La veille, le 15 juin, la 7ᵉ session du comité de pilotage de l’ICCIG avait déjà permis d’aborder plusieurs enjeux de la filière. Les discussions avaient notamment porté sur l’harmonisation des politiques de commercialisation, la lutte contre les maladies du cacao, la mise en œuvre de la norme ARS 1000, le développement de la transformation locale et l’ouverture de l’initiative à d’autres pays producteurs.

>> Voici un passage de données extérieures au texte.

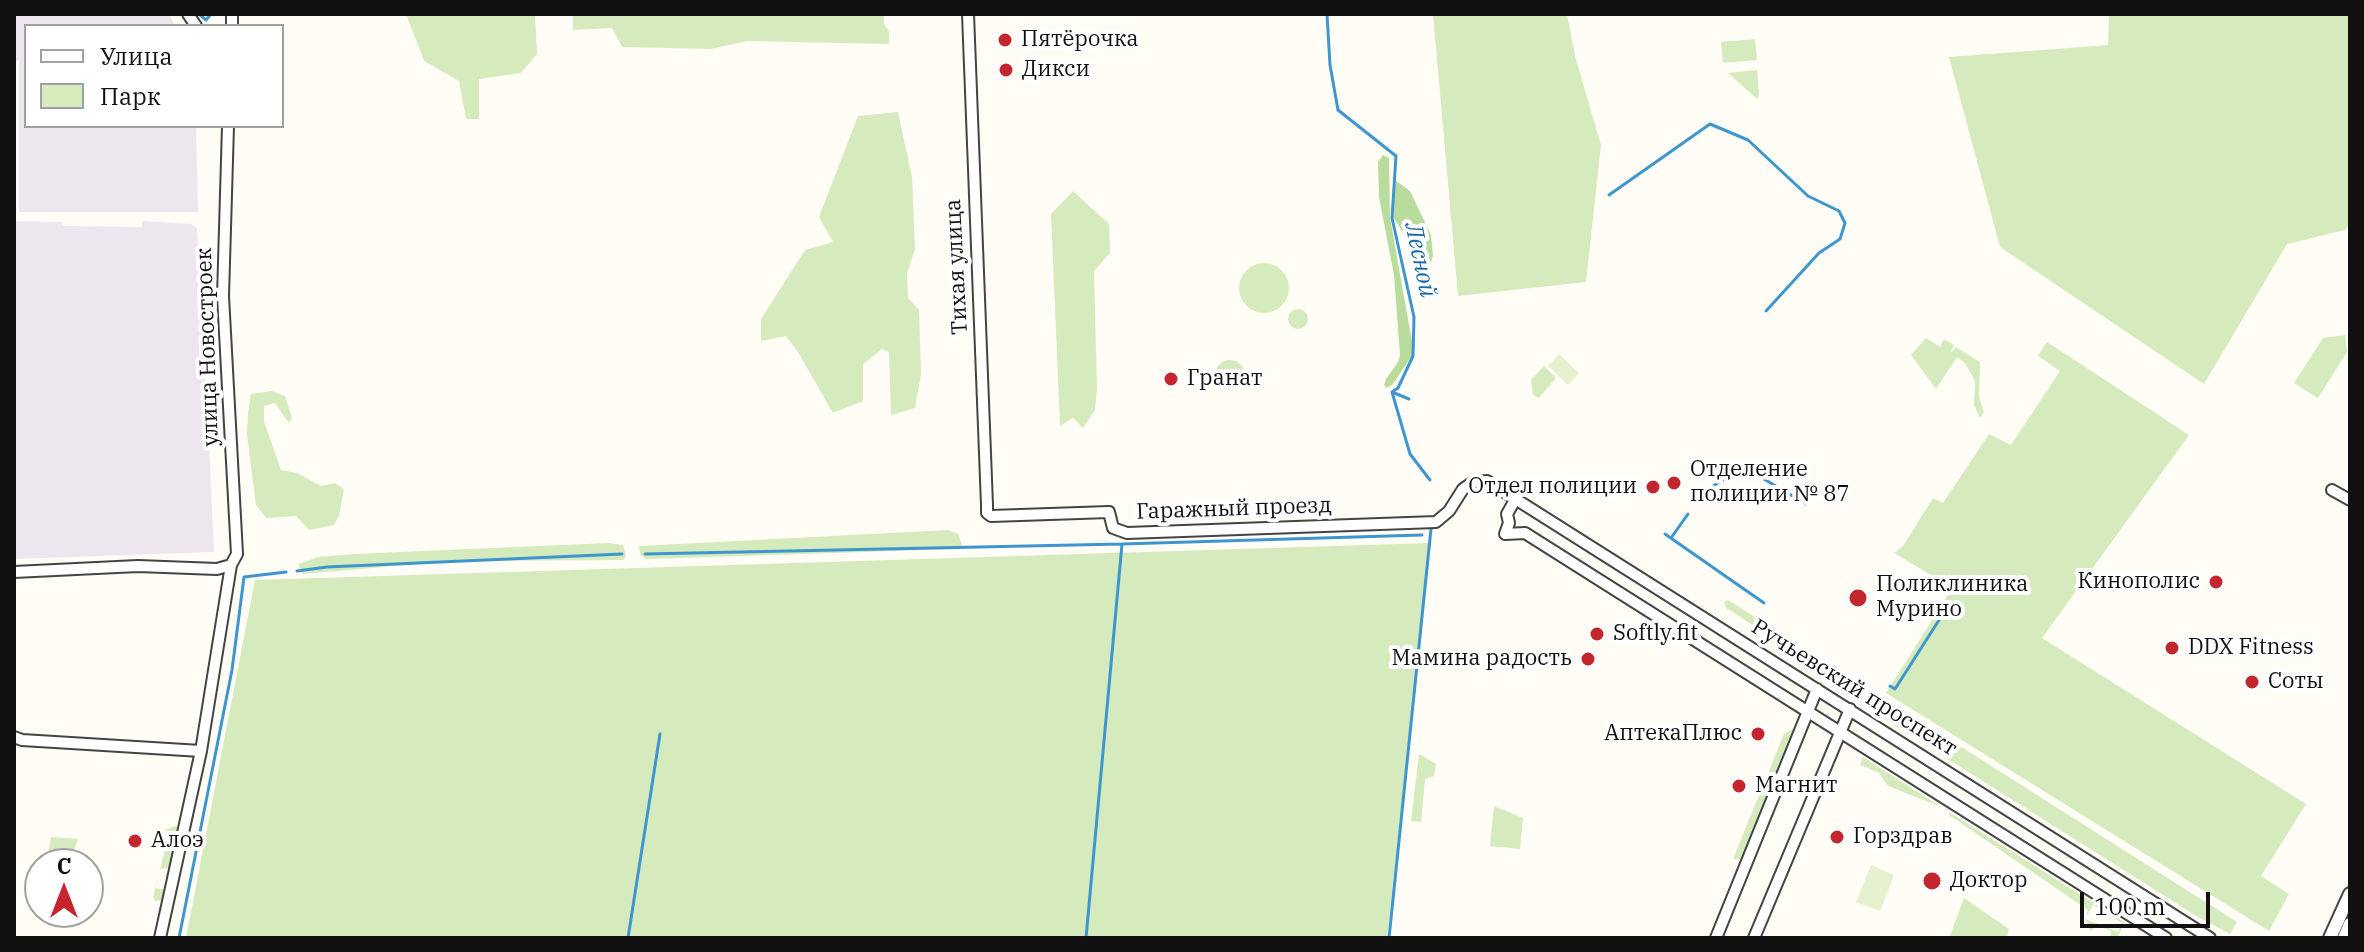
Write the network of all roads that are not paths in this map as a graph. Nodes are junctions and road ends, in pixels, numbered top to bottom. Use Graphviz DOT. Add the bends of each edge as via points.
graph roads {
  1 [pos="968,14"];
  2 [pos="228,128"];
  3 [pos="1473,482"];
  4 [pos="2332,490"];
  5 [pos="1515,500"];
  6 [pos="2350,500"];
  7 [pos="991,516"];
  8 [pos="231,565"];
  9 [pos="14,572"];
  10 [pos="1817,689"];
  11 [pos="1850,709"];
  12 [pos="1808,710"];
  13 [pos="1841,730"];
  14 [pos="14,737"];
  15 [pos="201,751"];
  16 [pos="2350,894"];
  17 [pos="2350,924"];
  18 [pos="160,938"];
  19 [pos="1716,938"];
  20 [pos="1754,938"];
  21 [pos="2166,938"];
  22 [pos="2210,938"];
  23 [pos="2330,938"];
  24 [pos="2344,938"];
  1 -- 7 [label="street, Тихая улица"];
  2 -- 8 [label="street, улица Новостроек" via="223,296 238,547"];
  3 -- 5 [label="street, Ручьевский проспект" via="1487,481"];
  3 -- 7 [label="street, Гаражный проезд" via="1436,522 1127,533 1113,528 1109,512"];
  4 -- 6 [label="street"];
  5 -- 10 [label="street, Ручьевский проспект"];
  5 -- 12 [label="street" via="1505,534 1525,533"];
  8 -- 9 [label="street"];
  8 -- 15 [label="street, улица Новостроек"];
  10 -- 11 [label="street, Ручьевский проспект"];
  10 -- 12 [label="street"];
  11 -- 13 [label="street"];
  11 -- 22 [label="street, Ручьевский проспект"];
  12 -- 13 [label="street"];
  12 -- 19 [label="street"];
  13 -- 20 [label="street"];
  13 -- 21 [label="street"];
  14 -- 15 [label="street"];
  15 -- 18 [label="street, улица Новостроек"];
  16 -- 23 [label="street"];
  17 -- 24 [label="street"];
}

Pour l’ICCIG, les évolutions de l’industrie du chocolat doivent s’accompagner d’une information claire des consommateurs. L’organisation demande notamment que les reformulations des produits soient clairement signalées. Les deux pays souhaitent également que les allégations environnementales, sociales et éthiques associées aux produits chocolatés correspondent à leur teneur réelle en cacao.
Cette exigence prend une importance particulière alors que les producteurs ivoiriens et ghanéens consentent des investissements importants pour répondre aux nouvelles réglementations internationales sur la déforestation, la traçabilité et les normes sociales. Dans ce contexte, Abidjan et Accra considèrent qu’une diminution de la part de cacao dans les produits finis ne peut s’accompagner d’une information insuffisante des consommateurs.
Vers une responsabilité partagée dans la filière
L’ICCIG appelle les autorités de régulation, les industriels, les distributeurs et les organismes de normalisation à ouvrir un dialogue sur les conséquences économiques et sociales liées au recours aux substituts du cacao. L’organisation préconise une meilleure information des consommateurs, une utilisation rigoureuse des dénominations des produits et une évaluation concertée de l’impact des reformulations sur la demande mondiale de cacao.
Elle propose également la mise en place d’un cadre permanent de concertation réunissant les différents acteurs de la filière.
Pour la Côte d’Ivoire et le Ghana, la durabilité de l’économie cacaoyère repose donc sur une responsabilité partagée. Les exigences imposées aux producteurs doivent, selon eux, trouver leur contrepartie dans une meilleure valorisation du cacao, davantage de transparence sur les produits et une répartition plus équitable des revenus tout au long de la chaîne de valeur.